I tried this with my usual username (which is unusual; not many Griscoms out there), and found some false positives.
The following sites gave me errors with my username, and if I changed the username to something unlikely I got the same error. I take this to mean that there's no evidence that username exists on that system. (And, I'm dubious that I'd have signed up at these sites.)
* quizlet.com
* www.enjin.com
* apps.runescape.com
* smule.com
* livelib.ru
And, fiverr.com's URL for my username just bounces to the homepage, as did any username. (Again, I wouldn't have signed up there.)
I don't want to rain on anyone's parade, but I'll just add my unsolicited opinion...
Functionality like this, and more acutely, any kind of cross-service, cross-account stylometrics correlation or de-anonymizing service gives me great concerns for its abuse and the groups that it likely endangers (and the groups it likely empowers).
Well, not sure I am a bad actor but reading the comment gave me the idea of typing my ex's nickname and I now discover she has an account on a quite unusual platform of which I am a member, too.
For sure, I would never have the time to build such a tool. So, yes, some bad actors may have the "ability" as you mention, but I don't think that is the best justification to make querying this tool that easy.
I am using an un-pronouncible combination of 4 characters in some games. Never could not get it anywhere I wanted it. Was surprised to see it found on 60 sites, none of them me.
My username here is found on only 50, the other 49 not me.
It might be a useful tool to pre-check names before creating accounts for someone who wants a consistent name everywhere.

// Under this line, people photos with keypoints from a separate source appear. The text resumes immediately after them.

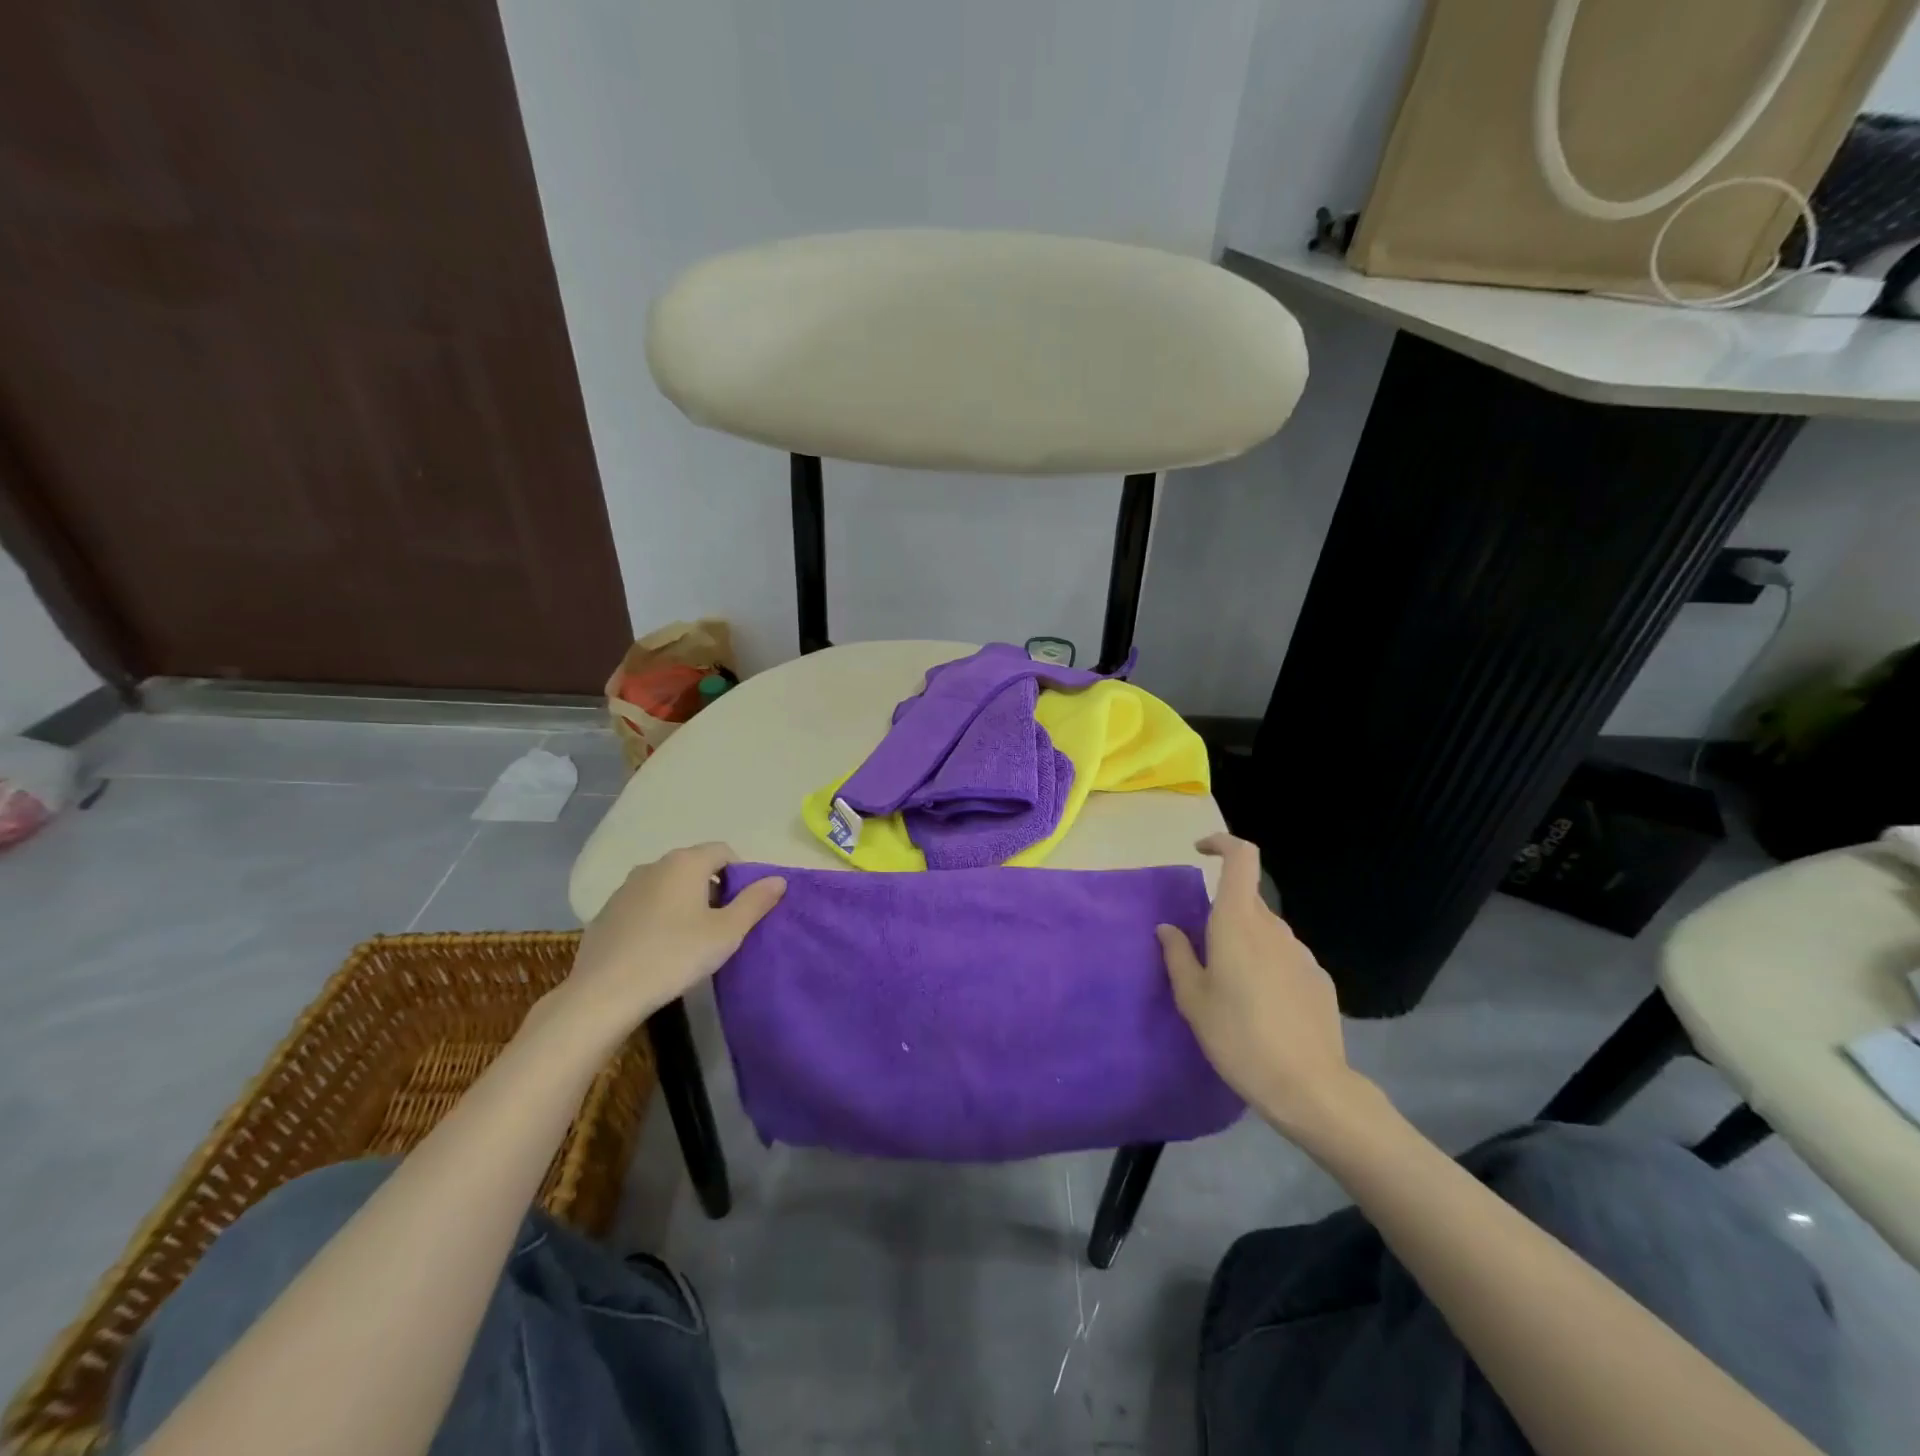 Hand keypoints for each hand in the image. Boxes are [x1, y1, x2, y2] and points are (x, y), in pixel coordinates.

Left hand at [546, 844, 785, 1042]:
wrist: (604, 993)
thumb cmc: (675, 956)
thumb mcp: (727, 932)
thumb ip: (755, 902)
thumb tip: (778, 879)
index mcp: (686, 863)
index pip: (724, 851)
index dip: (741, 874)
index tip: (744, 907)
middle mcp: (654, 865)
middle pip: (695, 866)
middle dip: (713, 888)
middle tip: (722, 925)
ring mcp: (625, 887)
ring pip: (668, 885)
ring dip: (684, 901)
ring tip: (690, 938)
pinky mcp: (606, 912)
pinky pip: (644, 904)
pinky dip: (658, 916)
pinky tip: (658, 948)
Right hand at [1157, 834, 1373, 1139]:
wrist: (1308, 1087)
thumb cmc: (1238, 1038)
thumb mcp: (1193, 1000)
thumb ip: (1178, 956)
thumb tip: (1168, 928)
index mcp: (1237, 923)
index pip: (1241, 858)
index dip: (1222, 843)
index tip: (1201, 853)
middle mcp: (1272, 928)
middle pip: (1247, 901)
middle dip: (1224, 915)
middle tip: (1205, 959)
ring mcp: (1301, 952)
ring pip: (1266, 932)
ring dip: (1246, 945)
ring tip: (1234, 992)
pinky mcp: (1319, 978)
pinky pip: (1285, 958)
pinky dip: (1269, 968)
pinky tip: (1264, 1009)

Why use React for something this light? People wants to use a frontend frameworks for everything now, I miss 1998. Just kidding, great work! Way more accessibly to the average person than the Sherlock CLI.
Hmmm... I searched a name and it found 9 results. But none of the profiles actually existed when I followed the links.
Mind you, I've never fond these kind of things to be very effective. Bellingcat has a selection of similar tools and the results are always pretty unreliable:
.. just ran the iOS MAIGRET tool report [massively granular-thus more false positives + a shit tonne of server errors] against your tool. Enlightening.
https://old.reddit.com/r/Python/comments/z1ts1n/i_built_an_a...
S̵h̵e̵r̵l̵o̵c̵k̵ ̵u̵s̵e̵s̵ ̵M̵I̵T̵ ̵l̵i̵c̵e̵n̵s̵e̵ ̵a̵n̵d̵ ̵y̵o̵u̵ ̵s̵t̵i̵l̵l̵ ̵h̵a̵v̵e̵n̵'̵t̵ ̵a̵d̵d̵e̵d̵ ̵M̵I̵T̵ ̵l̵i̵c̵e̵n̵s̵e̵ ̵t̵o̵ ̵y̵o̵u̵r̵ ̵r̵e̵p̵o̵.̵
https://github.com/sherlock-project/sherlock
https://github.com/bnkc/handlefinder
With that said, I like the look of the UI you put on top, great work!
Edit: As others have pointed out, the author doesn't need to make their creation MIT as well. I misunderstood the license agreement. They just have to include the notice of the dependencies somewhere. TIL.